What appealed to you about combining humor with a mystery plot?

I seem to have read quite a lot of funny crime fiction in my life, so I’m pretty sure I haven’t invented a new genre or anything, but I suppose I’m exposed, as we all are, to so much serious crime detection on television that writing like this is sort of my answer to it. Also, I do seem to like making things hard for myself. The denouement in a comic crime novel has to be not only satisfying and a decent surprise but also, if possible, funny.

You’ve written that “what really interests me in life is how other people think, which is why the dramatic monologue is probably my favourite form.” Why?

I do love writing monologues, and I think they’re a good training for working with characters in any form—play, story, or novel. It’s often an exercise I set for would-be writers, and it’s interesting to see how hard they find it. In a monologue, you not only have to inhabit another person’s psyche but cunningly expose the limits of that person’s self-knowledge. I think you probably can’t write comedy if you’re not interested in the things people don’t know about themselves.

Is there a way in which your work to educate readers on punctuation connects with your mystery writing?

I’m sure it must. Maybe both are my way of saying: pay attention to the detail! To be honest, though, I never thought of Eats, Shoots and Leaves as educational when I was writing it. I assumed it would be read by people who already knew as much as I did, but had just never thought about punctuation as a subject. I have been hugely gratified that people have subsequently found it so helpful.

Why do you think that Eats, Shoots and Leaves became so popular?

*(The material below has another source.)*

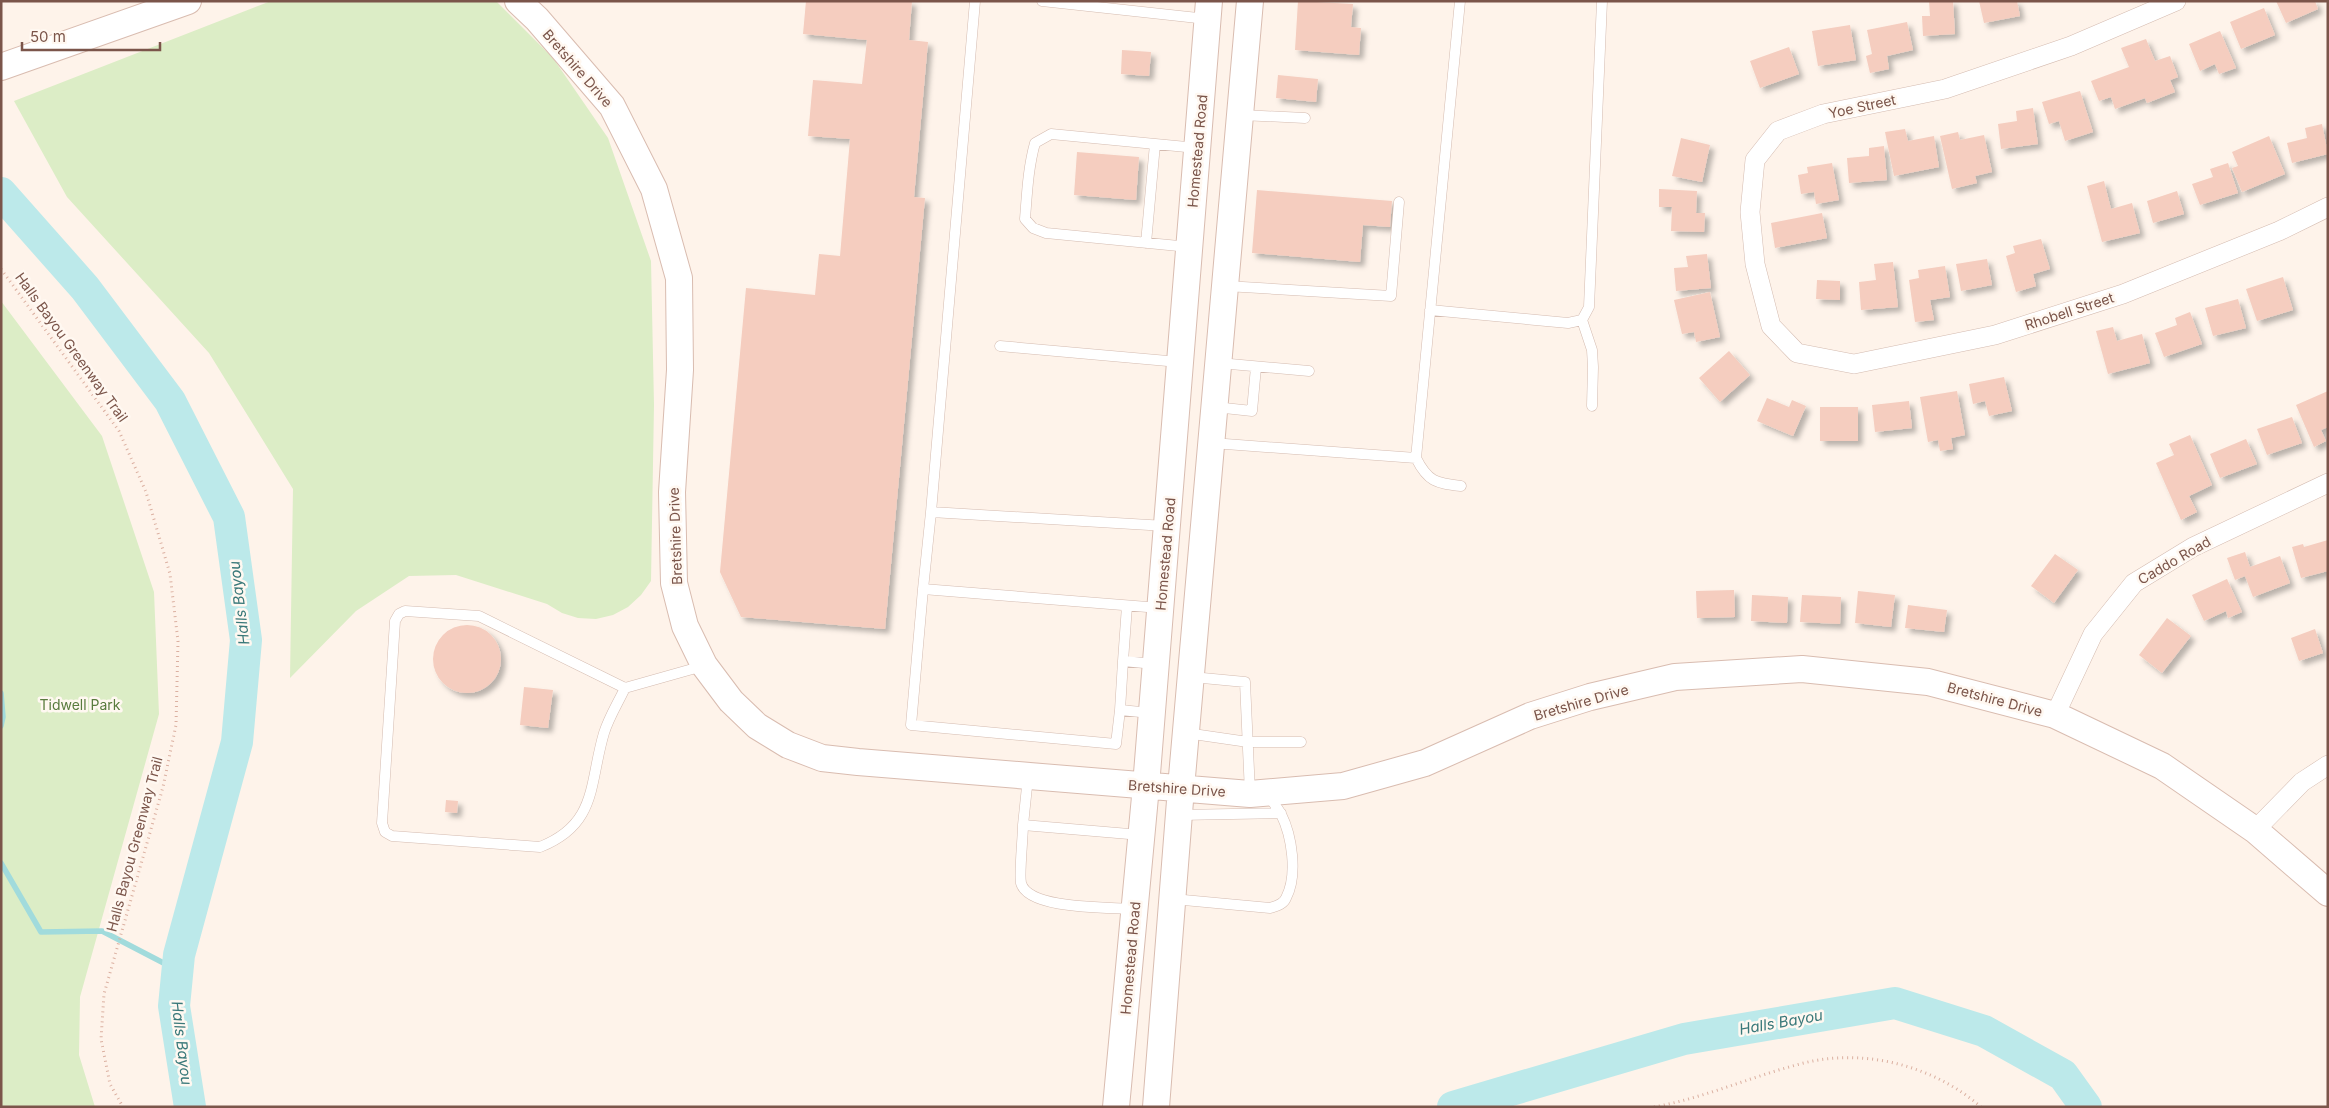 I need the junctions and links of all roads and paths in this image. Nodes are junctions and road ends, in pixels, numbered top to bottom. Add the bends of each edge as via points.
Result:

All success is about timing, so I expect it was that. When the book came out, the general response I heard was not “How interesting” or even “How niche” but “At last!”—as if people had been waiting for a funny book on punctuation for years and years. For me, it was like being in the middle of a feeding frenzy. Nobody knew this desperate and chronically deprived specialist market was out there, of course. I think it came as a surprise to the whole book industry.